Весною 1926 года Пастернак заочно познакомил Цветаеву с Райнером Мария Рильке, — поэтом, перед которым она преклонялась издавна. Так возник эпистолярный «роман троих» — «Письма лета 1926 года», изданные ныне во многих странах2. В те месяцы Цветаева, переживавшая подъем творческой энергии, написала поэмы «С моря» — Пастернаку, «Попытка комнаты» — Пастернаку и Рильке одновременно, — и «Лестница». Никогда еще, вероятно, извечное противостояние быта и бытия не внедрялось столь глубоко в ее поэтическое сознание. С одной стороны — заоблачная высь творческого общения с великими поэтами, «свиданье душ» в некоем сновиденном мире, «по ту сторону дней»; разговор об Истине, Любви, Совершенстве, Гармонии.
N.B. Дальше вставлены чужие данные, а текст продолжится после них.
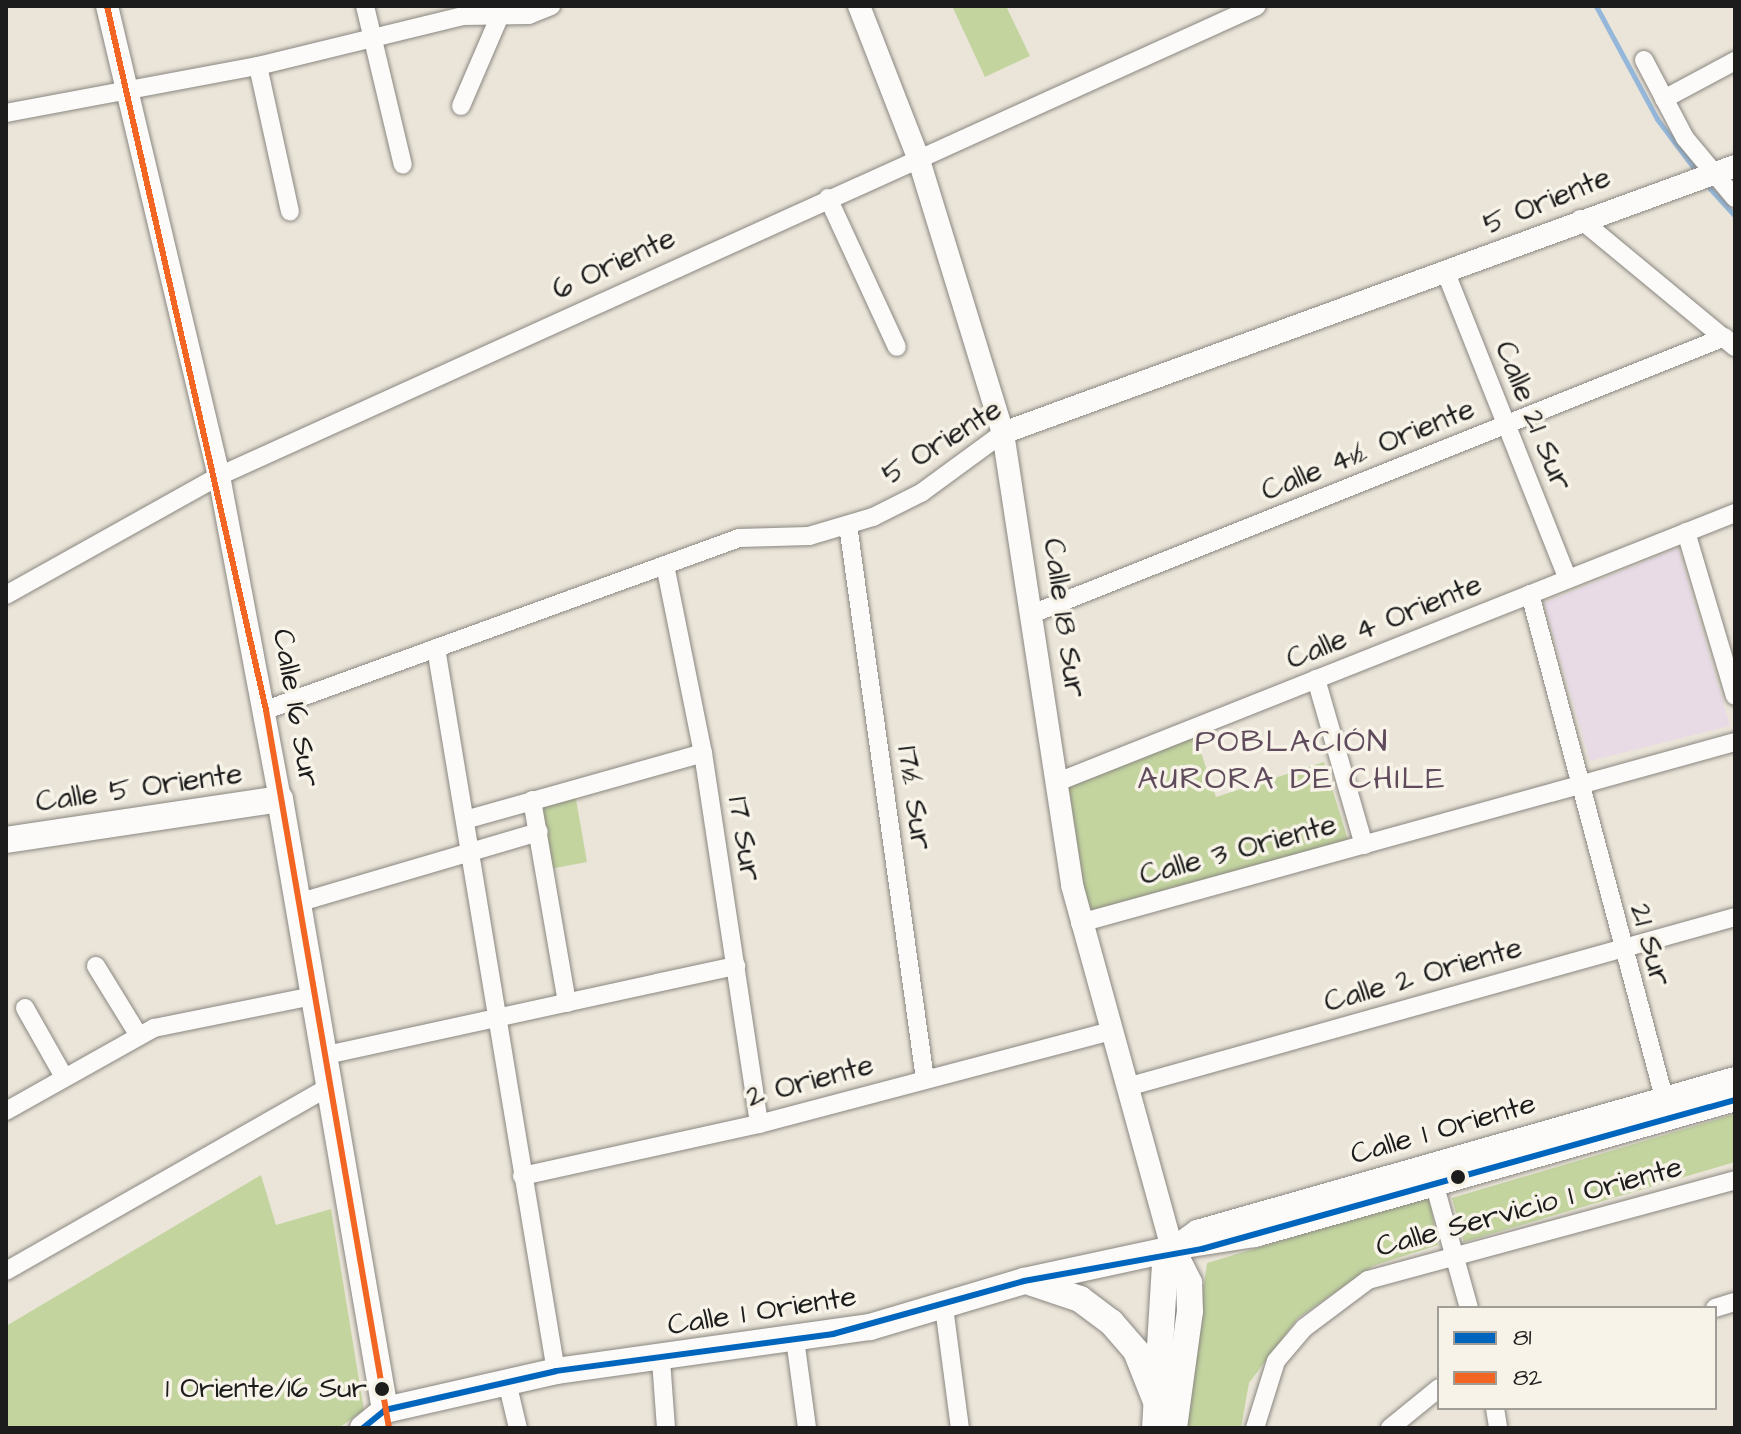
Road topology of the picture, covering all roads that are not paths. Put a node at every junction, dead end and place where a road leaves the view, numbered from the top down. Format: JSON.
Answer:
{"nodes":[{"id":1,"x":107,"y":6,"type":"edge"},
{"id":2,"x":365,"y":6,"type":"edge"},
{"id":3,"x":551,"y":6,"type":"edge"},
{"id":4,"x":859,"y":6,"type":"edge"},
{"id":5,"x":1257,"y":6,"type":"edge"},
{"id":6,"x":491,"y":11,"type":"edge"},
{"id":7,"x":373,"y":38,"type":"junction"},
{"id":8,"x":1644,"y":60,"type":"dead end"},
{"id":9,"x":1735,"y":61,"type":"edge"},
{"id":10,"x":258,"y":66,"type":"junction"},
{"id":11,"x":127,"y":91,"type":"junction"},
{"id":12,"x":1664,"y":99,"type":"junction"},
{"id":13,"x":461,"y":106,"type":"dead end"},
{"id":14,"x":6,"y":113,"type":"edge"},
{"id":15,"x":918,"y":157,"type":"junction"},
{"id":16,"x":403,"y":165,"type":"dead end"},
{"id":17,"x":1735,"y":166,"type":"edge"},
{"id":18,"x":1704,"y":176,"type":"junction"},
{"id":19,"x":828,"y":198,"type":"junction"},
{"id":20,"x":1735,"y":198,"type":"edge"},
{"id":21,"x":290,"y":212,"type":"dead end"},
{"id":22,"x":1580,"y":219,"type":"junction"},
{"id":23,"x":1446,"y":273,"type":"junction"},
{"id":24,"x":1730,"y":342,"type":"edge"},
{"id":25,"x":897,"y":347,"type":"dead end"},
{"id":26,"x":1506,"y":425,"type":"junction"},
{"id":27,"x":1003,"y":433,"type":"junction"},
{"id":28,"x":219,"y":476,"type":"junction"},
{"id":29,"x":1735,"y":513,"type":"edge"},
{"id":30,"x":848,"y":525,"type":"junction"},
{"id":31,"x":1686,"y":532,"type":"junction"},
{"id":32,"x":665,"y":565,"type":"junction"},
{"id":33,"x":1568,"y":579,"type":"junction"},
{"id":34,"x":1530,"y":594,"type":"junction"},
{"id":35,"x":6,"y":595,"type":"edge"},
{"id":36,"x":1032,"y":614,"type":"junction"},
{"id":37,"x":436,"y":648,"type":"junction"},
{"id":38,"x":1316,"y":679,"type":"junction"},
{"id":39,"x":1735,"y":696,"type":"edge"},
{"id":40,"x":266,"y":710,"type":"junction"},
{"id":41,"x":1735,"y":742,"type":"edge"},
{"id":42,"x":703,"y":753,"type":"junction"},
{"id":43,"x":1055,"y":783,"type":"junction"},
{"id":44,"x":1577,"y":785,"type":"junction"},
{"id":45,"x":280,"y":799,"type":"junction"},
{"id":46,"x":532,"y":800,"type":"junction"},
{"id":47,"x":465,"y":820,"type":"junction"},
{"id":48,"x":539,"y":832,"type":"junction"},
{"id":49,"x":6,"y":840,"type":"edge"},
{"id":50,"x":1364,"y":845,"type":"junction"},
{"id":51,"x":470,"y":852,"type":"junction"},
{"id":52,"x":297,"y":903,"type":"junction"},
{"id":53,"x":1735,"y":917,"type":"edge"},
{"id":54,"x":1080,"y":923,"type":"junction"},
{"id":55,"x":1623,"y":949,"type":"junction"},
{"id":56,"x":96,"y":966,"type":"dead end"},
{"id":57,"x":736,"y":966,"type":"junction"},
{"id":58,"x":313,"y":996,"type":"junction"},
{"id":59,"x":567,"y":1003,"type":"junction"},
{"id":60,"x":25,"y":1008,"type":"dead end"},
{"id":61,"x":497,"y":1018,"type":"junction"},
{"id":62,"x":1110,"y":1031,"type":"junction"},
{"id":63,"x":139,"y":1036,"type":"junction"},
{"id":64,"x":322,"y":1056,"type":"junction"},
{"id":65,"x":64,"y":1077,"type":"junction"},
{"id":66,"x":1735,"y":1078,"type":"edge"},
{"id":67,"x":925,"y":1079,"type":"junction"},
{"id":68,"x":1127,"y":1087,"type":"junction"},
{"id":69,"x":327,"y":1088,"type":"junction"},
{"id":70,"x":1735,"y":1100,"type":"edge"},
{"id":71,"x":1667,"y":1109,"type":"junction"},
{"id":72,"x":6,"y":1111,"type":"edge"},
{"id":73,"x":759,"y":1124,"type":"junction"},
{"id":74,"x":1432,"y":1175,"type":"junction"},
{"id":75,"x":522,"y":1176,"type":"junction"},
{"id":76,"x":1735,"y":1180,"type":"edge"},
{"id":77,"x":1172,"y":1249,"type":"junction"},
{"id":78,"x":1455,"y":1260,"type":"junction"},
{"id":79,"x":6,"y":1271,"type":"edge"},
{"id":80,"x":1024,"y":1281,"type":"junction"},
{"id":81,"x":1468,"y":1306,"type":"edge"},
{"id":82,"x":944,"y":1307,"type":"junction"},
{"id":83,"x":795,"y":1339,"type":"junction"},
{"id":84,"x":661,"y":1360,"type":"junction"},
{"id":85,"x":556,"y":1371,"type":"junction"},
{"id":86,"x":507,"y":1382,"type":"junction"},
{"id":87,"x":1437,"y":1390,"type":"edge"},
{"id":88,"x":1156,"y":1416,"type":"edge"},
{"id":89,"x":387,"y":1419,"type":"edge"},
{"id":90,"x":363,"y":1428,"type":"edge"},
{"id":91,"x":518,"y":1428,"type":"edge"},
{"id":92,"x":666,"y":1428,"type":"edge"},
{"id":93,"x":807,"y":1428,"type":"edge"},
{"id":94,"x":960,"y":1428,"type":"edge"},
{"id":95,"x":1174,"y":1428,"type":"edge"},
{"id":96,"x":1255,"y":1428,"type":"edge"},
{"id":97,"x":1390,"y":1428,"type":"edge"}],
"edges":[{"from":1,"to":11,"type":"street","name":"Calle 16 Sur"},
{"from":2,"to":7,"type":"street"},
{"from":3,"to":6,"type":"street"},
{"from":4,"to":15,"type":"street","name":"Calle 18 Sur"},
{"from":5,"to":15,"type":"street","name":"6 Oriente"},
{"from":6,"to":7,"type":"street"},
{"from":6,"to":13,"type":"street"},
{"from":7,"to":10,"type":"street"},
{"from":7,"to":16,"type":"street"},
{"from":8,"to":12,"type":"street"},
{"from":9,"to":12,"type":"street"},
{"from":10,"to":11,"type":"street"},
{"from":10,"to":21,"type":"street"},
{"from":11,"to":14,"type":"street"},
{"from":11,"to":28,"type":"street","name":"Calle 16 Sur"},
{"from":12,"to":18,"type":"street"},
{"from":15,"to":19,"type":"street","name":"6 Oriente"},
{"from":15,"to":27,"type":"street","name":"Calle 18 Sur"},
{"from":17,"to":18,"type":"street","name":"5 Oriente"},
{"from":18,"to":20,"type":"street"},
{"from":18,"to":22,"type":"street","name":"5 Oriente"},
{"from":19,"to":25,"type":"street"},
{"from":19,"to":28,"type":"street","name":"6 Oriente"},
{"from":22,"to":23,"type":"street","name":"5 Oriente"},
{"from":22,"to":24,"type":"street"},
{"from":23,"to":26,"type":"street","name":"Calle 21 Sur"},
{"from":23,"to":27,"type":"street","name":"5 Oriente"},
{"from":24,"to":26,"type":"street","name":"Calle 4½ Oriente"},
{"from":26,"to":33,"type":"street","name":"Calle 21 Sur"},
{"from":26,"to":36,"type":"street","name":"Calle 4½ Oriente"},
{"from":27,"to":30,"type":"street","name":"5 Oriente"},
{"from":27,"to":36,"type":"street","name":"Calle 18 Sur"},
{"from":28,"to":35,"type":"street","name":"6 Oriente"},
{"from":28,"to":40,"type":"street","name":"Calle 16 Sur"},
{"from":29,"to":31,"type":"street","name":"Calle 4 Oriente"},
{"from":30,"to":32,"type":"street","name":"5 Oriente"},
{"from":30,"to":67,"type":"street","name":"17½ Sur"},
{"from":31,"to":33,"type":"street","name":"Calle 4 Oriente"},
{"from":31,"to":39,"type":"street"},
{"from":32,"to":37,"type":"street","name":"5 Oriente"},
{"from":32,"to":42,"type":"street","name":"17 Sur"},
{"from":33,"to":34,"type":"street","name":"Calle 4 Oriente"},
{"from":34,"to":38,"type":"street","name":"Calle 4 Oriente"},
{"from":34,"to":44,"type":"street"},
{"from":36,"to":43,"type":"street","name":"Calle 18 Sur"},
{"from":37,"to":40,"type":"street","name":"5 Oriente"},
{"from":37,"to":47,"type":"street"},
{"from":38,"to":43,"type":"street","name":"Calle 4 Oriente"},
{"from":38,"to":50,"type":"street"},
{"from":40,"to":45,"type":"street","name":"Calle 16 Sur"},
{"from":41,"to":44,"type":"street","name":"Calle 3 Oriente"},
{"from":42,"to":46,"type":"street"},
{"from":42,"to":57,"type":"street","name":"17 Sur"},
{"from":43,"to":54,"type":"street","name":"Calle 18 Sur"},
{"from":44,"to":50,"type":"street","name":"Calle 3 Oriente"},
{"from":44,"to":55,"type":"street","name":"21 Sur"},
{"from":45,"to":49,"type":"main road","name":"Calle 5 Oriente"},
{"from":45,"to":52,"type":"main road","name":"Calle 16 Sur"},
{"from":46,"to":47,"type":"street"},
{"from":46,"to":48,"type":"street"},
{"from":47,"to":51,"type":"street"},
{"from":48,"to":51,"type":"street"},
{"from":48,"to":59,"type":"street"},
{"from":50,"to":54,"type":"street","name":"Calle 3 Oriente"},
{"from":51,"to":52,"type":"street"},
{"from":51,"to":61,"type":"street"},
{"from":52,"to":58,"type":"main road","name":"Calle 16 Sur"},
{"from":53,"to":55,"type":"street","name":"Calle 2 Oriente"},
{"from":54,"to":62,"type":"street","name":"Calle 18 Sur"},
{"from":55,"to":68,"type":"street","name":"Calle 2 Oriente"},
{"from":55,"to":71,"type":"street","name":"21 Sur"},
{"from":56,"to":63,"type":"street"},
{"from":57,"to":59,"type":"street"},
{"from":57,"to":73,"type":"street","name":"17 Sur"},
{"from":58,"to":63,"type":"street"},
{"from":58,"to":64,"type":"main road","name":"Calle 16 Sur"},
{"from":59,"to":61,"type":"street"},
{"from":60,"to":65,"type":"street"},
{"from":61,"to":64,"type":"street"},
{"from":61,"to":75,"type":"street"},
{"from":62,"to":67,"type":"street","name":"2 Oriente"},
{"from":62,"to":68,"type":"street","name":"Calle 18 Sur"},
{"from":63,"to":65,"type":"street"},
{"from":64,"to":69,"type":"main road","name":"Calle 16 Sur"},
{"from":65,"to":72,"type":"street"},
{"from":66,"to":71,"type":"street","name":"Calle 1 Oriente"},
{"from":67,"to":73,"type":"street","name":"2 Oriente"},
{"from":68,"to":77,"type":"street","name":"Calle 18 Sur"},
{"from":69,"to":79,"type":"street"},
{"from":69,"to":89,"type":"main road","name":"Calle 16 Sur"},
{"from":70,"to":71,"type":"street","name":"Calle 1 Oriente"},
{"from":71,"to":74,"type":"street","name":"Calle 1 Oriente"},
{"from":73,"to":75,"type":"street","name":"2 Oriente"},
{"from":74,"to":77,"type":"street","name":"Calle 1 Oriente"},
{"from":74,"to":78,"type":"street"},
{"from":75,"to":85,"type":"street"},
{"from":76,"to":78,"type":"street","name":"Calle Servicio 1 Oriente"},
{"from":77,"to":80,"type":"main road","name":"Calle 1 Oriente"},
{"from":77,"to":88,"type":"main road","name":"Calle 18 Sur"},
{"from":77,"to":95,"type":"main road","name":"Calle 18 Sur"},
{"from":78,"to":81,"type":"street"},
{"from":78,"to":96,"type":"street","name":"Calle Servicio 1 Oriente"},
{"from":80,"to":82,"type":"main road","name":"Calle 1 Oriente"},
{"from":80,"to":88,"type":"main road"},
{"from":82,"to":83,"type":"main road","name":"Calle 1 Oriente"},
{"from":82,"to":94,"type":"street"},
{"from":83,"to":84,"type":"main road","name":"Calle 1 Oriente"},
{"from":83,"to":93,"type":"street"},
{"from":84,"to":85,"type":"main road","name":"Calle 1 Oriente"},
{"from":84,"to":92,"type":"street"},
{"from":85,"to":86,"type":"main road","name":"Calle 1 Oriente"},
{"from":86,"to":89,"type":"main road","name":"Calle 1 Oriente"},
{"from":86,"to":91,"type":"street"},
{"from":87,"to":97,"type":"street"},
{"from":89,"to":90,"type":"main road","name":"Calle 1 Oriente"}]}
С другой — еще не остывшие впечатления от первых месяцев в Париже, фабричной окраины, общения с бедняками-знакомыми в их нищей, убогой обстановке, — от жизни, которая угнетает, убивает души. В попытках осмыслить неизбывность бед человеческих, недостойного людей прозябания, стремясь провозгласить им анафему, и написала Цветаева «Лестницу», в которой звучит ненависть поэта к «голоду голодных» и «сытости сытых». Против несправедливого миропорядка восстают сами вещи, сотворенные человеческими руками, и требуют возврата в свое первозданное природное лоно (стола — в дерево и т. п.), а в финале звучит романтический призыв к бунту против цивилизации, не осчастливившей человечество. Бедность и зло уничтожаются в очистительном пожаре (огненное вознесение — любимый ход Цветаевой).

Смерть так никогда и не увиденного Рильке, последовавшая почти в канун нового, 1927 года, глубоко потрясла Цветаеву. Она откликнулась большим стихотворением-реквиемом «Новогоднее», затем «Поэмой Воздуха».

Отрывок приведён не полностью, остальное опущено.